Happily, green shoots are visible. Medicare and many private health insurers are rapidly shifting incentives from care quantity to quality. In response, hospitals and physician groups have started to invest in the networks and interfaces they need to coordinate care and earn quality bonuses. Many laboratories have adopted the pharmacy model and now fund electronic data transmission; some forward-thinking radiology chains are starting to follow suit. Strikingly, leading health insurers, such as Humana, United Healthcare, Aetna, Blue Shield of California and Blue Cross Blue Shield of Michigan, have recognized their own bottom line interest in coordinated, lower cost care, and are investing directly to support data exchange.

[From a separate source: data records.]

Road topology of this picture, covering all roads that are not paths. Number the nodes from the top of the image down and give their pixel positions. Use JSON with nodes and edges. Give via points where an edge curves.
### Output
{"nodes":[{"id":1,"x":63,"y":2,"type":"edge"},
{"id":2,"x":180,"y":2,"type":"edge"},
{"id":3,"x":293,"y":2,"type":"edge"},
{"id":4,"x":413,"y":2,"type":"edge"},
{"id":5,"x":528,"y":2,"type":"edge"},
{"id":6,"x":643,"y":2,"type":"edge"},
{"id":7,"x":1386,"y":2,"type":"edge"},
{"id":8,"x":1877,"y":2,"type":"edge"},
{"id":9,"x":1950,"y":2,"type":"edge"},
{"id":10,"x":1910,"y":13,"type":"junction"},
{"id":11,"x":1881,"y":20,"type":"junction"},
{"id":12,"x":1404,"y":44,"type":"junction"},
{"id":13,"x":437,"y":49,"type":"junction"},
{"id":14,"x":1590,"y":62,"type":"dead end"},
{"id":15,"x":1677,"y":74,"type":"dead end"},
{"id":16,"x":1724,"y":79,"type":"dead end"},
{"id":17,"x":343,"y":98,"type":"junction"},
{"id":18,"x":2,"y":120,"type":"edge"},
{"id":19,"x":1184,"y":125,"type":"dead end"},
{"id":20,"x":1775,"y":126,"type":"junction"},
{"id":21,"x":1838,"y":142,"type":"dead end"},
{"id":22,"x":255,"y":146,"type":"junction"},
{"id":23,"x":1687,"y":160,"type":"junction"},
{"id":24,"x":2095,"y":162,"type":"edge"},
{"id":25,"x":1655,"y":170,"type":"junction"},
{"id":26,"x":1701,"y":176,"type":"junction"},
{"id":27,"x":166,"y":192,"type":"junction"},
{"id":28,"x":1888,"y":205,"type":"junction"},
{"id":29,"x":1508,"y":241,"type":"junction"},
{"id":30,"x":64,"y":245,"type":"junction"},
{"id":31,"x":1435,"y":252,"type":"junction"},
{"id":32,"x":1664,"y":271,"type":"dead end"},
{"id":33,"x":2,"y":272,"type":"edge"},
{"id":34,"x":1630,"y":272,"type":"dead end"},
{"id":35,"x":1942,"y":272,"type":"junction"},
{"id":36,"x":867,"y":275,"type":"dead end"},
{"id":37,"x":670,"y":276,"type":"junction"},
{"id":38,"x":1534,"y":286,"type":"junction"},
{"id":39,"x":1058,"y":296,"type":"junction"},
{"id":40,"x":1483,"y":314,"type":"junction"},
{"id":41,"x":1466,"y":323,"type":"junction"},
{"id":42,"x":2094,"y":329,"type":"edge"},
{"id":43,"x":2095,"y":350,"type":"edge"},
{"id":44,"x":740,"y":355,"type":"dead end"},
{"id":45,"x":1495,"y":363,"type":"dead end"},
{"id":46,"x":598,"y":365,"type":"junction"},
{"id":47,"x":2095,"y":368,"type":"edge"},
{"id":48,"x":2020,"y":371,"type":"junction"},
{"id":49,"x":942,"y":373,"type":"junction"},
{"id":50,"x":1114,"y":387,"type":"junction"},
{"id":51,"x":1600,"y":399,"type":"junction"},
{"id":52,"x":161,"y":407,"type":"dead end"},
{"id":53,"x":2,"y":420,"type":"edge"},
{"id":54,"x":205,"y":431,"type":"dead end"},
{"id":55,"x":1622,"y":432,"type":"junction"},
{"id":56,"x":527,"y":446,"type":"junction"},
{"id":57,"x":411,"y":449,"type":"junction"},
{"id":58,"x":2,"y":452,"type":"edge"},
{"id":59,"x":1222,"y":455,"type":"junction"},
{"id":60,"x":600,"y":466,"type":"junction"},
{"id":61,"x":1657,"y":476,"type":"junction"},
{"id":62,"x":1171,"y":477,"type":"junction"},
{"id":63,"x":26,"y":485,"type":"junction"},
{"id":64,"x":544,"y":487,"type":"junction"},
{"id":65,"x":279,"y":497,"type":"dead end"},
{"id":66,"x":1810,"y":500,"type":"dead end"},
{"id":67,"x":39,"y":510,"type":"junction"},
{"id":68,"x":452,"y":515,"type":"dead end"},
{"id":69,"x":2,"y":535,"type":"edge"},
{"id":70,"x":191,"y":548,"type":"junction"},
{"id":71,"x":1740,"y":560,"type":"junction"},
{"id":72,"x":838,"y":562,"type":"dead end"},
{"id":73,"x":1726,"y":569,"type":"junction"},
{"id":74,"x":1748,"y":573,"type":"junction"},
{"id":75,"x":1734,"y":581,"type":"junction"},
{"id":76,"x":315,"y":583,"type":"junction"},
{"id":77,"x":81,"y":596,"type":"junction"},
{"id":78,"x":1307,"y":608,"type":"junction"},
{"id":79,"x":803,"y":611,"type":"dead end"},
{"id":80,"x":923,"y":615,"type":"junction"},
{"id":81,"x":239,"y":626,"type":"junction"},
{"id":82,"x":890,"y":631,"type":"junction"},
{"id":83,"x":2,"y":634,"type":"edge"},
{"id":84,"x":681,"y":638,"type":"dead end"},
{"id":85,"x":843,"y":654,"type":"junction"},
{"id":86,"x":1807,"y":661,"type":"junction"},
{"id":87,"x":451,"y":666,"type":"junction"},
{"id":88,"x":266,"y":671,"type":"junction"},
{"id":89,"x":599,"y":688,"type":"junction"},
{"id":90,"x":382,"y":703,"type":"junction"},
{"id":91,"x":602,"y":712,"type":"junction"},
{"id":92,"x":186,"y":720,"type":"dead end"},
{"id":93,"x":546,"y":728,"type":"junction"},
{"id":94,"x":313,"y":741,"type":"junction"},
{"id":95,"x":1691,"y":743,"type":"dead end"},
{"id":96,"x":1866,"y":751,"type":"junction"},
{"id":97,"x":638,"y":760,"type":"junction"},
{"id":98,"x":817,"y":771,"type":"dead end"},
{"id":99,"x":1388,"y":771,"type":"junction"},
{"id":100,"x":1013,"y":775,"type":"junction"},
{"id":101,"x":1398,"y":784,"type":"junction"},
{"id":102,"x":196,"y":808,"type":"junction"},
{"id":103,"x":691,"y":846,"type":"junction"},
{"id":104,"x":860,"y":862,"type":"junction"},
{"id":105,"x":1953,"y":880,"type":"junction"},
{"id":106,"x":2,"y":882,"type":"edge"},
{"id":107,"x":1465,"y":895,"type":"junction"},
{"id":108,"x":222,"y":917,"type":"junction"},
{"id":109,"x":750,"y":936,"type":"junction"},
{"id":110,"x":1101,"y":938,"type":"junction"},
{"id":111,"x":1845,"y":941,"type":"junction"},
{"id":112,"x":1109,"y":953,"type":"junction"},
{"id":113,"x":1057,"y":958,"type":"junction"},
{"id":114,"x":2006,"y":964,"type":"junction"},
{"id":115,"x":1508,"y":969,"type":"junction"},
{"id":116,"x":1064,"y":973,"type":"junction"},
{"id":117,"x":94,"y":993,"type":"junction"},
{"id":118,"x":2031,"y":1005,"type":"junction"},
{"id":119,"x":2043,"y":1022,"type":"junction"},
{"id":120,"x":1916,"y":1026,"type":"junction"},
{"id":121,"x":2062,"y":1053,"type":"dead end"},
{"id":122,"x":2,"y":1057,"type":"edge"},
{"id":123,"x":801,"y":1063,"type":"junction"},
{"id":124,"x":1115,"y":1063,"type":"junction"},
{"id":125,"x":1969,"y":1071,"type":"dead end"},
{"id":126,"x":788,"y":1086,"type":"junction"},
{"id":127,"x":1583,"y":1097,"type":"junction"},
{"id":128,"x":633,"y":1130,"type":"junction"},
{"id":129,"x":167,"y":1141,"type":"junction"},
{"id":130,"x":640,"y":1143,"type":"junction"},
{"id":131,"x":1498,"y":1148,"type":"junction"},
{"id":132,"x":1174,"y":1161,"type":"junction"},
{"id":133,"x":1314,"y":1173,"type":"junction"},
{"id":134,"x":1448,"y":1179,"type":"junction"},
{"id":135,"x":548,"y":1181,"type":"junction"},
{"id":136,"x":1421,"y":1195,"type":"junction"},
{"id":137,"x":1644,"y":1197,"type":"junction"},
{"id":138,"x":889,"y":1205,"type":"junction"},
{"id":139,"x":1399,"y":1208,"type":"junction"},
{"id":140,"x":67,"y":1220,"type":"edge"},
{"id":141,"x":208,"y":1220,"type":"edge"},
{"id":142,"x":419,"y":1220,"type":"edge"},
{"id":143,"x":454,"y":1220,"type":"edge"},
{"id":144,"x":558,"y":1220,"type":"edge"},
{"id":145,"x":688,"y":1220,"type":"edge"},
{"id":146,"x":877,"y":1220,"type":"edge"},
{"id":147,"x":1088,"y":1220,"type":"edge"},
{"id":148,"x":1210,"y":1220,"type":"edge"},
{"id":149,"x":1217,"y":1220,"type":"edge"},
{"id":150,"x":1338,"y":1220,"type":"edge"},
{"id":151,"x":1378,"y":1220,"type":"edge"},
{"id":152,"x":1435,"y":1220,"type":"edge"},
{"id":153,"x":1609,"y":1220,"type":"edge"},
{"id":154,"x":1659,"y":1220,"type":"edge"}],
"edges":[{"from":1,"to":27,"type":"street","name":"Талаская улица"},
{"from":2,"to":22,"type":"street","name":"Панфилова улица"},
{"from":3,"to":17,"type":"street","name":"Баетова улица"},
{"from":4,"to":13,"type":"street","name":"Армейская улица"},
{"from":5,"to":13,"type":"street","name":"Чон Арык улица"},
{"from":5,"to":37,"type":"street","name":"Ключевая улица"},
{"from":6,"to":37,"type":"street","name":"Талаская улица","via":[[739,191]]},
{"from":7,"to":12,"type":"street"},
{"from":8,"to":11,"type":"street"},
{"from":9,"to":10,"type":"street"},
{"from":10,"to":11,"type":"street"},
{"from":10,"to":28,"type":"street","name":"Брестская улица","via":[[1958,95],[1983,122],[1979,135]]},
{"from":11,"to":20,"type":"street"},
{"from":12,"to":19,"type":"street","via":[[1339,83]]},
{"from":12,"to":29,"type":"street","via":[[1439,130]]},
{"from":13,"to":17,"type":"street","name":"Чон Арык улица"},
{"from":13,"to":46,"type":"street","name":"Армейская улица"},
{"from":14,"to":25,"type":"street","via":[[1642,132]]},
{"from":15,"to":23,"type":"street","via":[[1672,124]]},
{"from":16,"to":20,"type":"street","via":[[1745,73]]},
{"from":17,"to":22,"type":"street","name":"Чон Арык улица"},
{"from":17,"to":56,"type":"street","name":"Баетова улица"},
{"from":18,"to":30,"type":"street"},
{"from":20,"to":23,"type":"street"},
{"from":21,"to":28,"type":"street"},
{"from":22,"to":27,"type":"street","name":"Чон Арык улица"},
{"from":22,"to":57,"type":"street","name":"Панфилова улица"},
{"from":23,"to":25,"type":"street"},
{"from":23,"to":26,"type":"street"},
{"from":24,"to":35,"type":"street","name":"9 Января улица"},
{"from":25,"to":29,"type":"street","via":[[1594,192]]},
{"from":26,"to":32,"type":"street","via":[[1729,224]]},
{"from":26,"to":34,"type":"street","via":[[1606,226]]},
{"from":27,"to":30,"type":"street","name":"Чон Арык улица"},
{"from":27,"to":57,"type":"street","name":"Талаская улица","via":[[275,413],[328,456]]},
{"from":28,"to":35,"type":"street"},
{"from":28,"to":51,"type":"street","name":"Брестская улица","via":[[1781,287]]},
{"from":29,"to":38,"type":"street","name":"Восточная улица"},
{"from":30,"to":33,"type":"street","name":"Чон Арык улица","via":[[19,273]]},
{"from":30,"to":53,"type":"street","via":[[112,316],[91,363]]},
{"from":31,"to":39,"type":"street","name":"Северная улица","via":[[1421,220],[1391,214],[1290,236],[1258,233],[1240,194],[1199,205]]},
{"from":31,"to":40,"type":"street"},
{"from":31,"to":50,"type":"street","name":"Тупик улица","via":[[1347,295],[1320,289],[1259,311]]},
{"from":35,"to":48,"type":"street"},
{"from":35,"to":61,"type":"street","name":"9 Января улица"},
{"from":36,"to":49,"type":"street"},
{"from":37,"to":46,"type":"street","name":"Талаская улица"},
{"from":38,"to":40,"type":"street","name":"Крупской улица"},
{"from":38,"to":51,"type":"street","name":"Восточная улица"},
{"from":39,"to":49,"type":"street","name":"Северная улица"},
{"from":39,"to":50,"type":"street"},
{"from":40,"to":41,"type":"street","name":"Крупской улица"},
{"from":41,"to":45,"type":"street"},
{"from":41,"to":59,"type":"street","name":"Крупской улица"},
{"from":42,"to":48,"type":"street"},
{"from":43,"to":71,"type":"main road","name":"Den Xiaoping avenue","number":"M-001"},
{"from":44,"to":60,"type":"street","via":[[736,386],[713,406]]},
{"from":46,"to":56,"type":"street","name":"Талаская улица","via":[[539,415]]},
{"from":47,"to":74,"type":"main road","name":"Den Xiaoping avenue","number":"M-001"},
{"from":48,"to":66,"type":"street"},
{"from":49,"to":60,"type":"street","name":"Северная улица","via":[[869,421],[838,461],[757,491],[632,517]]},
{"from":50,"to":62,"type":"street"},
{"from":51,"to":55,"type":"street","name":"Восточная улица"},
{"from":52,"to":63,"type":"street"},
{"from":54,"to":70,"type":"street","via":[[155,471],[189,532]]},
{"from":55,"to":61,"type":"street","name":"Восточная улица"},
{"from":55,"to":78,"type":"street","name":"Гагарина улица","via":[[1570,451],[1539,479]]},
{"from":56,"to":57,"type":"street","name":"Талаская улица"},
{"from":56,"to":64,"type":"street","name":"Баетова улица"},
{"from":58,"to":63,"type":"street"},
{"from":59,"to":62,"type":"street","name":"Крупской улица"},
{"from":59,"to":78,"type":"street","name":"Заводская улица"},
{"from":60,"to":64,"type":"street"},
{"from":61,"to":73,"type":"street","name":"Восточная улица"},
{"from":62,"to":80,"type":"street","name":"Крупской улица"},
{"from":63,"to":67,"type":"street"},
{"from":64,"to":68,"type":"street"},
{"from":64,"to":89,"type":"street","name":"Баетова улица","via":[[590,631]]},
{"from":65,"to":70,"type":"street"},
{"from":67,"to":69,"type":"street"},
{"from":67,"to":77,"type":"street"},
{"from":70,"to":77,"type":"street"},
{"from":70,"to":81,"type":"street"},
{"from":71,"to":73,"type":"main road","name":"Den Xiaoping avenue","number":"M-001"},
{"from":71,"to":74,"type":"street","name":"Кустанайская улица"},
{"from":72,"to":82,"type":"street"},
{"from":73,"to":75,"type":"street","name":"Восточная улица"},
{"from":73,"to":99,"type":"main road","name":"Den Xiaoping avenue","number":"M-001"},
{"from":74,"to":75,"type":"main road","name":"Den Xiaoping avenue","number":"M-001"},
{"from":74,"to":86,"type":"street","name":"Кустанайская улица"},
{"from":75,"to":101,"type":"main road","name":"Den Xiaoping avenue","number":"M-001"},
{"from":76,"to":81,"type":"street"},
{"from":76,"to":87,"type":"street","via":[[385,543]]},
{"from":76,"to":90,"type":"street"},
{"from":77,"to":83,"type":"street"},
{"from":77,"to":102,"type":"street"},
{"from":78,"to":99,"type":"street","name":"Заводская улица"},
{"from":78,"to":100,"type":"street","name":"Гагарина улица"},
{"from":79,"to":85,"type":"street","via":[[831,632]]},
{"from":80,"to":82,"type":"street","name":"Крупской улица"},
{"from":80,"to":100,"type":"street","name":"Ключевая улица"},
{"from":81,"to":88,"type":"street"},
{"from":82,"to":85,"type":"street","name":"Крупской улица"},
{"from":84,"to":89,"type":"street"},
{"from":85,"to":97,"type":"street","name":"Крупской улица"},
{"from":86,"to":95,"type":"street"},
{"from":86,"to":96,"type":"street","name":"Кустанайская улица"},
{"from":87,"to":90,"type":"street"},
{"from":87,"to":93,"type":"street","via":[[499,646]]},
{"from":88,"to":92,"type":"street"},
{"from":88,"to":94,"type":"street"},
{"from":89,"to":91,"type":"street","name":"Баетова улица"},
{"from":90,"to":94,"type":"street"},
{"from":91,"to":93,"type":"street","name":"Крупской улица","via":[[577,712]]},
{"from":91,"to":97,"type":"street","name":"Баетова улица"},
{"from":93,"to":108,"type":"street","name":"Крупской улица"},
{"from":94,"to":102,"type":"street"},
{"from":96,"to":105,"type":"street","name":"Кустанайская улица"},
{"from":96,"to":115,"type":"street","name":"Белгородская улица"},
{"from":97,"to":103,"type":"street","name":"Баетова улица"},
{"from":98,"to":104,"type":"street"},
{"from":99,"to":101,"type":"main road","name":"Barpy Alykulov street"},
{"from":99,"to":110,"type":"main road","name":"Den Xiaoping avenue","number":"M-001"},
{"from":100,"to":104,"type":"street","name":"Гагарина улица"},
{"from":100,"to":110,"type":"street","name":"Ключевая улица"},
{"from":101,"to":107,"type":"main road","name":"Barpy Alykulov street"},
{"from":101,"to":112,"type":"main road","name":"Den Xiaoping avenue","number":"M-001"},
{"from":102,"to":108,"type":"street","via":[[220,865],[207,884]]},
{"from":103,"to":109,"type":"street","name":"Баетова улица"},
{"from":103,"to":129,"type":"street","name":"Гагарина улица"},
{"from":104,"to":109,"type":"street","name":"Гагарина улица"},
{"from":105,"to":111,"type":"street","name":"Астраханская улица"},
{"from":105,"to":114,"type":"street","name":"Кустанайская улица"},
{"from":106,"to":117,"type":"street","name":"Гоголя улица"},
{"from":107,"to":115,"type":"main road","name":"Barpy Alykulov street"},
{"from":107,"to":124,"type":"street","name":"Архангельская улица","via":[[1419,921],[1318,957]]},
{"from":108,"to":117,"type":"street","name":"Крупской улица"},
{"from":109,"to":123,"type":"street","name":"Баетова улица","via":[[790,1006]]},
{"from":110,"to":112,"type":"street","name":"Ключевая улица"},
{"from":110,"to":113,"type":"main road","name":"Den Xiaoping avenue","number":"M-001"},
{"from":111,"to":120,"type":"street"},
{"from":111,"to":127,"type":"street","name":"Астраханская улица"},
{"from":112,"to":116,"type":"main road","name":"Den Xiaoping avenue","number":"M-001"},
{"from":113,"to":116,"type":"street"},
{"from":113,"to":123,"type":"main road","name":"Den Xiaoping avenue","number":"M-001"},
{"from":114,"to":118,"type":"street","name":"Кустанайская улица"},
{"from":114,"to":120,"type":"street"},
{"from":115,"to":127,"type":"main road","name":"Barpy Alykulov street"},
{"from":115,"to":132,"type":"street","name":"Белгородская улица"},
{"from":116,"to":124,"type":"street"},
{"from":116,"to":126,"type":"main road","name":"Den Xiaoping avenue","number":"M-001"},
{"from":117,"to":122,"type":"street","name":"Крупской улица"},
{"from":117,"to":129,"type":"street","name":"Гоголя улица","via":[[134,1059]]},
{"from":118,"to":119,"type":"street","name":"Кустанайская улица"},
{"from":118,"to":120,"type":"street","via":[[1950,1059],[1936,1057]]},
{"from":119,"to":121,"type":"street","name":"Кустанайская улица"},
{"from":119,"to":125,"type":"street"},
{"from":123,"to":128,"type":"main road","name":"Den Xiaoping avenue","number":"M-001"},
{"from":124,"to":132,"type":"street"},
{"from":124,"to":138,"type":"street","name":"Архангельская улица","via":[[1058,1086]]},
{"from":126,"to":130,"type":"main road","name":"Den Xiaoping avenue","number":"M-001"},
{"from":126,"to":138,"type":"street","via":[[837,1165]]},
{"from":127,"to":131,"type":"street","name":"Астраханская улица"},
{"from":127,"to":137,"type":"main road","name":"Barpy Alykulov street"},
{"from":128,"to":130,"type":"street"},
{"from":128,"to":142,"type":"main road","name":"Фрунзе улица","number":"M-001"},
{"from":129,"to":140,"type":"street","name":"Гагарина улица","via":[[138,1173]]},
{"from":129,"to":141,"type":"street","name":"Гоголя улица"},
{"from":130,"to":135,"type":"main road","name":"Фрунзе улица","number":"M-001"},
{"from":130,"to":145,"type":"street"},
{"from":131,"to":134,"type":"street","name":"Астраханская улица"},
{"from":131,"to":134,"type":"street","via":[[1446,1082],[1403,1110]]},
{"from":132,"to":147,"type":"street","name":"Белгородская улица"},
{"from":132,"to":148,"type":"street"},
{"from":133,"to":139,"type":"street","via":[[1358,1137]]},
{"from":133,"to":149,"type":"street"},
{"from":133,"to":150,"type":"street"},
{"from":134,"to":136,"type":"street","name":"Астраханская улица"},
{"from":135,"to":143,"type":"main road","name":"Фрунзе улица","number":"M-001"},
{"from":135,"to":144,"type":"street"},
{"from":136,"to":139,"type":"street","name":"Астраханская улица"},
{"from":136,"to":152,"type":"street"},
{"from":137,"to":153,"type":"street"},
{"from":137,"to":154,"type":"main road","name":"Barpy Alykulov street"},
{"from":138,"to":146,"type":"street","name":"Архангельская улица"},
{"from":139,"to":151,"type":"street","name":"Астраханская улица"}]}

In response, EHR vendors are building business models around data sharing and quality management instead of the software itself, and new startups like Moxe Health and par8o offer tools to simplify transmission. Health information exchange is tremendously valuable, and like most valuable things, it does cost money. Congress should encourage an emerging market for clinical data transmission, rather than strangling a few promising seedlings with misguided regulation, or drenching the field in taxpayers’ cash.